Many buyers appreciate the fact that the cars on sale in these superstores are carefully inspected, reconditioned to quality standards, and sold with a warranty. AutoNation buyers are protected with a 99-day/3,300-mile limited warranty and a 7-day/300-mile money-back guarantee. CarMax buyers have a 30-day/1,000-mile warranty and 5-day/250-mile money-back guarantee. While CarMax offers less warranty than AutoNation, both are miles ahead of the traditional used-car dealer.

Also unlike most used-car locations, AutoNation USA stores include a repair facility and an accessories section where extra items can be selected and included in the purchase price of the vehicle. Some of these facilities are also in CarMax stores, but their availability seems to vary.

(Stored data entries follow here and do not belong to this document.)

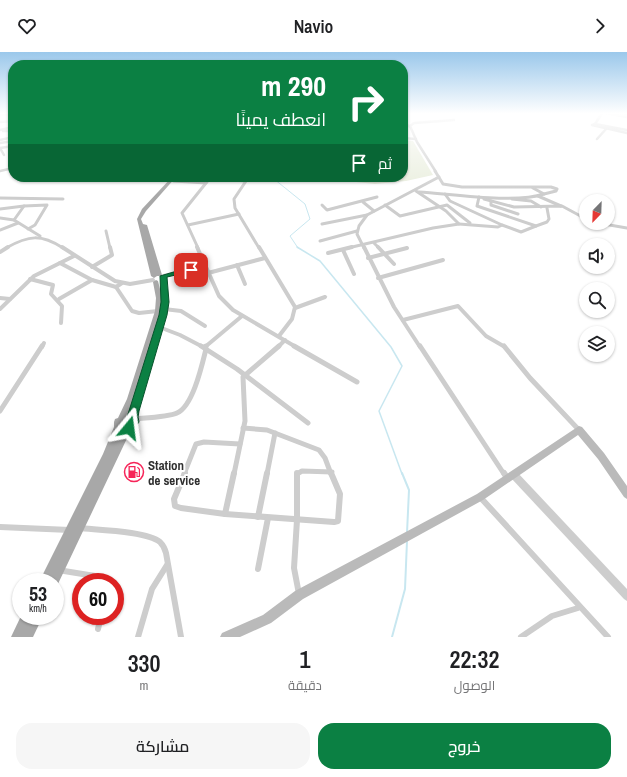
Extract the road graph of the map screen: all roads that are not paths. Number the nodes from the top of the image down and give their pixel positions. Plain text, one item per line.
1 (417, 140) edge
2 (0, 148) edge
3 (4, 156) dead end
4 (439, 177) junction
5 (171, 182) edge
6 (198, 182) edge
7 (245, 182) edge
8 (206, 183) joint
9 (532, 187) junction
10 (417, 191) junction
11 (445, 194) junction
12 (544, 194) junction
13 (538, 196) junction
14 (377, 197) dead end
15 (478, 197) junction
16 (505, 197) junction
17 (0, 198) edge
18 (13, 198) junction
19 (62, 199) dead end
20 (491, 201) junction
21 (363, 202) junction
22 (322, 205) dead end
23 (384, 205) junction
24 (24, 206) junction
25 (439, 206) junction
26 (562, 206) junction
27 (14, 207) junction
28 (523, 208) junction
29 (541, 208) junction
30 (547, 208) junction
31 (0, 209) edge
32 (374, 211) junction
33 (239, 214) junction
34 (518, 214) junction
35 (579, 214) edge
36 (367, 215) junction
37 (0, 218) edge
38 (512, 218) junction
39 (14, 220) junction
40 (18, 223) junction
41 (470, 223) junction
42 (322, 224) dead end
43 (459, 224) junction
44 (188, 225) junction
45 (502, 225) junction
46 (536, 226) junction
47 (615, 226) edge
48 (627, 228) edge
49 (28, 229) junction
50 (0, 230) edge
51 (106, 231) dead end
52 (357, 231) junction
53 (42, 237) junction
54 (320, 241) dead end
55 (374, 243) junction
56 (362, 245) junction
57 (407, 248) dead end
58 (342, 250) junction
59 (0, 252) edge
60 (328, 253) dead end
61 (384, 254) junction
62 (74, 256) junction
63 (265, 258) junction
64 (368, 258) junction
65 (443, 260) dead end
66 (60, 262) junction
67 (394, 264) dead end
68 (237, 265) junction
69 (92, 266) junction
70 (204, 266) junction
71 (208, 273) junction
72 (354, 274) dead end
73 (158, 278) junction
74 (378, 278) junction
75 (30, 280) junction
76 (92, 280) junction
77 (122, 283) junction
78 (245, 284) dead end
79 (116, 287) junction
80 (0, 298) edge
81 (325, 298) dead end
82 (10, 299) junction
83 (59, 299) junction
84 (295, 308) junction
85 (0, 309) edge
86 (161, 310) junction
87 (242, 316) junction
88 (403, 320) junction
89 (60, 323) dead end
90 (205, 326) dead end
91 (159, 327) junction
92 (279, 336) junction
93 (285, 340) junction
94 (44, 343) dead end
95 (205, 348) junction
96 (245, 375) junction
97 (357, 382) dead end
98 (0, 411) edge
99 (122, 418) junction
100 (133, 418) junction
101 (308, 423) dead end
102 (123, 428) junction
103 (243, 428) junction
104 (579, 430) junction
105 (275, 433) junction
106 (240, 444) junction
107 (332, 472) junction
108 (511, 477) junction
109 (627, 494) edge
110 (480, 497) junction
111 (226, 514) junction
112 (258, 517) junction
113 (268, 518) junction
114 (297, 520) junction
115 (0, 527) edge
116 (74, 529) junction
117 (167, 565) junction
118 (258, 569) dead end
119 (58, 570) junction
120 (49, 573) edge
121 (57, 573) edge
122 (76, 573) edge
123 (299, 595) junction
124 (627, 596) edge
125 (578, 608) junction
126 (23, 625) edge
127 (33, 625) edge
128 (99, 625) edge
129 (98, 629) dead end
130 (17, 637) edge
131 (27, 637) edge
132 (138, 637) edge
133 (181, 637) edge
134 (226, 637) edge
135 (521, 637) edge
136 (608, 637) edge

1 - 4 street
2 - 3 street
4 - 9 street
4 - 10 street
5 - 73 main road
6 - 8 street
7 - 33 street
8 - 44 street
9 - 12 street
9 - 12 street
10 - 11 street
10 - 23 street
10 - 25 street
11 - 15 street
11 - 45 street
12 - 13 street
13 - 16 street
13 - 26 street
14 - 21 street
15 - 16 street
15 - 20 street
15 - 38 street
16 - 29 street
17 - 18 street
18 - 19 street
18 - 27 street
20 - 28 street
20 - 34 street
21 - 22 street
21 - 32 street
23 - 25 street
23 - 32 street
24 - 27 street
24 - 39 street
24 - 49 street
25 - 41 street
25 - 43 street
26 - 30 street
26 - 35 street
27 - 31 street
28 - 29 street
28 - 34 street
29 - 30 street
30 - 46 street
32 - 36 street
33 - 44 street
33 - 63 street
34 - 38 street
36 - 42 street
36 - 52 street
37 - 39 street
38 - 46 street
39 - 40 street
40 - 49 street
40 - 50 street
41 - 43 street
41 - 45 street
43 - 55 street
44 - 70 street
45 - 46 street
47 - 48 street
49 - 53 street
51 - 69 street
52 - 54 street
52 - 56 street
53 - 59 street
53 - 62 street
55 - 56 street
55 - 61 street
56 - 58 street
56 - 64 street
57 - 61 street
58 - 60 street
58 - 72 street
61 - 64 street
61 - 67 street
62 - 66 street
62 - 69 street
63 - 68 street
63 - 84 street
64 - 74 street
65 - 74 street
66 - 75 street
66 - 76 street
68 - 71 street
68 - 78 street
69 - 77 street
70 - 71 street
70 - 73 street
71 - 87 street
73 - 77 street
73 - 86 main road
74 - 88 street
75 - 82 street
75 - 83 street
76 - 79 street
76 - 83 street
77 - 79 street
79 - 86 street
80 - 82 street
81 - 84 street
82 - 85 street
83 - 89 street
84 - 92 street
86 - 90 street
86 - 91 main road
86 - 99 main road
87 - 92 street
87 - 95 street
88 - 104 street
88 - 108 street
91 - 95 street
91 - 100 main road
92 - 93 street
93 - 96 street
93 - 97 street
94 - 98 street
95 - 96 street
95 - 100 street
96 - 101 street
96 - 103 street
99 - 100 main road
99 - 102 main road
100 - 102 main road
102 - 116 main road
103 - 105 street
103 - 106 street
104 - 108 main road
104 - 109 main road
105 - 107 street
105 - 112 street
106 - 111 street
106 - 111 street
107 - 114 street
107 - 114 street
108 - 110 main road
108 - 124 street
110 - 123 main road
110 - 125 street
111 - 112 street
112 - 113 street
113 - 114 street
113 - 118 street
114 - 123 street
115 - 116 street
116 - 117 street
116 - 119 main road
116 - 120 main road
117 - 132 street
117 - 133 street
119 - 121 main road
119 - 122 street
123 - 134 main road
125 - 135 street
125 - 136 street
126 - 130 main road
127 - 131 main road
128 - 129 street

Both companies have some kind of an association with new cars. AutoNation has purchased dealerships in the areas they operate and CarMax has an arrangement with Chrysler-Plymouth and actually sells new cars in some of their stores. Both superstores not only take trade-ins, but they will buy your car without any obligation to purchase from them as long as the vehicle is a recent model and in reasonable shape. Each company maintains locations (tagged ValuMax and ValueStop) for older and less expensive used cars.

The superstore concept provides many benefits used-car buyers enjoy, but more importantly, they appear to be encouraging the entire used-car industry to offer some of the things they do. Women, in particular, enjoy these benefits. Think about it. We may never again have to haggle in a dirty car lot with a guy wearing a white belt, white socks and a leisure suit. That, gals, is progress!